Il y a ceux-là, les combattants, ceux qui ne lâchent jamais. Ils sont vaillants, non pas parce qu’ils le veulent, mais parce qu’ils n’ont guère d’autre choix: leur destin leur impose de l’être – sinon, ils meurent. Alors ils souffrent, ils se battent- en silence, d’une manière qui leur est propre, sans pathos, ni héroïsme.
Alvin est l’un d’eux. Nous ignorons combien de temps ce martinet juvénile est resté avec la coincée dans la fente d’un toit. Nous savons seulement qu’il a dû souffrir le martyre en essayant vainement de se dégager. Des personnes de bonne volonté lui sont venues en aide, l’ont libéré et conduit dans un centre de soins. Son pied gauche présentait plusieurs fractures, il était très enflé, retourné et il commençait à se gangréner. Malheureusement, le transfert d’Alvin vers la clinique des martinets a pris du temps, car, malgré tous nos efforts, nous n’avons pas pu trouver de récupérateur pour effectuer le trajet depuis Mühleim an der Ruhr jusqu’à Francfort.

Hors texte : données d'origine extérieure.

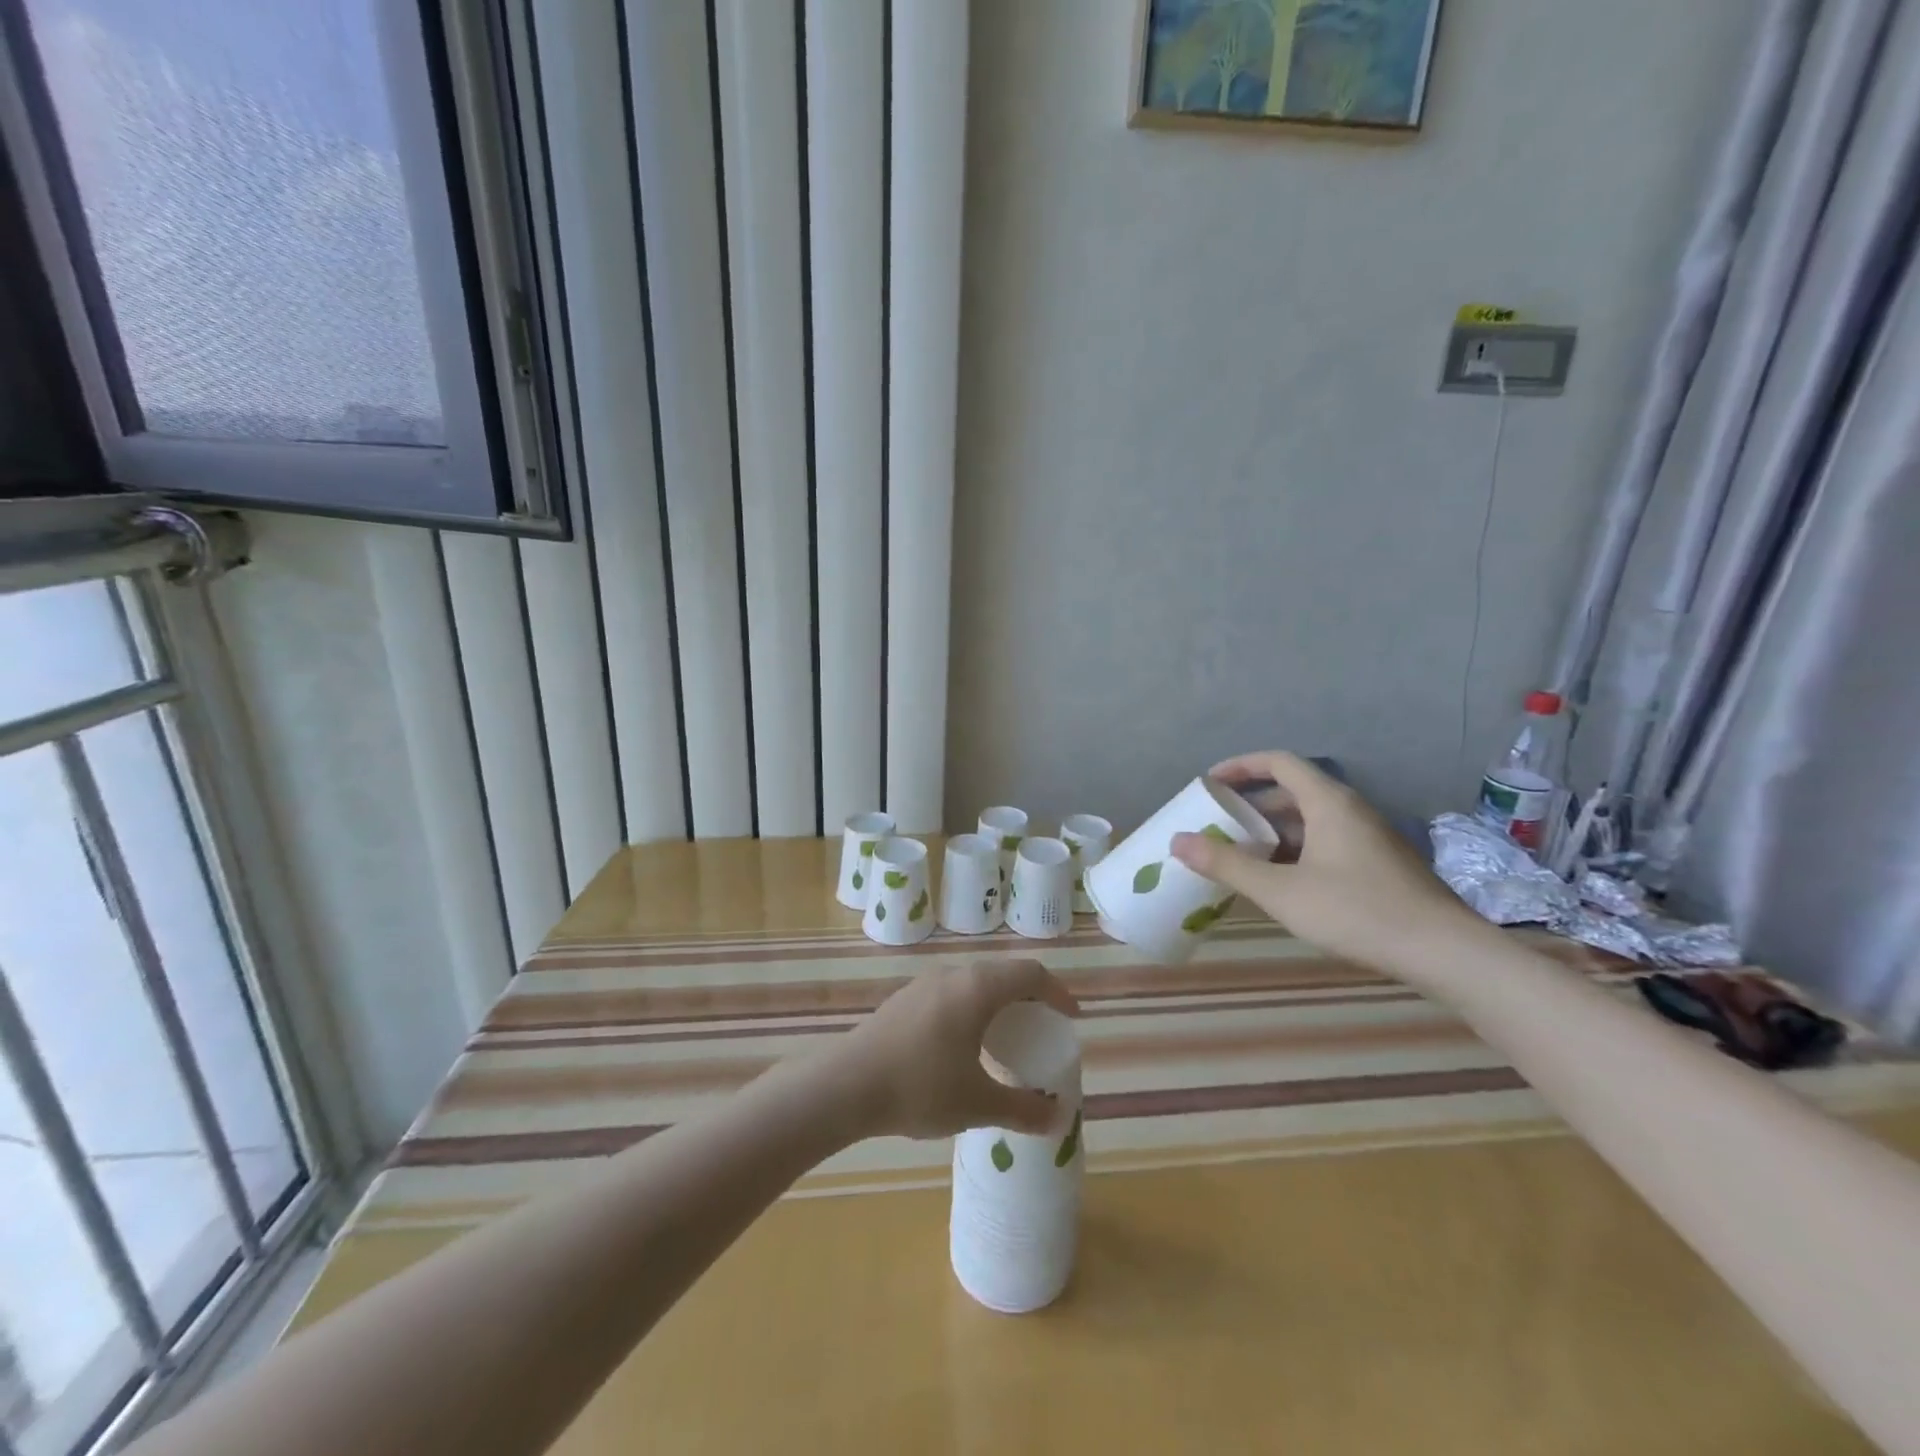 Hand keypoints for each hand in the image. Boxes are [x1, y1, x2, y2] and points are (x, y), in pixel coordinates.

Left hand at [830, 960, 1078, 1139]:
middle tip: (1041, 1028)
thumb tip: (1058, 1119)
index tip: (1071, 1018)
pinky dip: (971, 1009)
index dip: (1057, 992)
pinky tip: (962, 1045)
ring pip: (973, 983)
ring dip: (997, 1003)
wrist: (845, 1086)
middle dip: (1028, 997)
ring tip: (1004, 1038)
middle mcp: (952, 974)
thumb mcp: (978, 1104)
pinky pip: (950, 994)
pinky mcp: (903, 1000)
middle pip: (1002, 974)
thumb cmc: (920, 1087)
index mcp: (977, 988)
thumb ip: (1022, 1109)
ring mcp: (923, 984)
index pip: (1029, 974)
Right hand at [1170, 750, 1477, 974]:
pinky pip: (1326, 843)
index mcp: (1328, 803)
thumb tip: (1177, 841)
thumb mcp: (1281, 891)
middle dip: (1251, 806)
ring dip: (1272, 833)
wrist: (1444, 953)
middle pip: (1292, 792)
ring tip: (1241, 858)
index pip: (1278, 762)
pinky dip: (1295, 852)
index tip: (1210, 784)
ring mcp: (1369, 838)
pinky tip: (1282, 885)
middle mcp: (1350, 811)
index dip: (1240, 766)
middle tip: (1218, 827)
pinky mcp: (1379, 865)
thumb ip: (1227, 865)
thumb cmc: (1357, 911)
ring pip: (1310, 821)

Et il n’y avait pas de vétérinaire spécialiste des oiseaux susceptible de pratiquer une amputation sur un martinet affaibli et fortement amaigri.
Alvin n’est donc arrivé chez nous que deux jours après son sauvetage. Son pied, dont la gangrène avait progressé, dégageait une odeur nauséabonde. L’amputation dut avoir lieu sur le champ, bien que l’état général d’Alvin fût très mauvais. Et ce vaillant petit oiseau a survécu ! Il arbore maintenant un moignon bien propre qui ne l’empêchera pas de mener une vie normale une fois remis et relâché.
Pour le moment, il se voit encore administrer de puissants antidouleurs, ainsi que des antibiotiques, et il se remet doucement. Il partage sa caisse avec deux petits compagnons, qui l’aident à remonter la pente avec force cajoleries et nettoyages réciproques. Nous n’avons plus aucun doute: Alvin le combattant s’en sortira!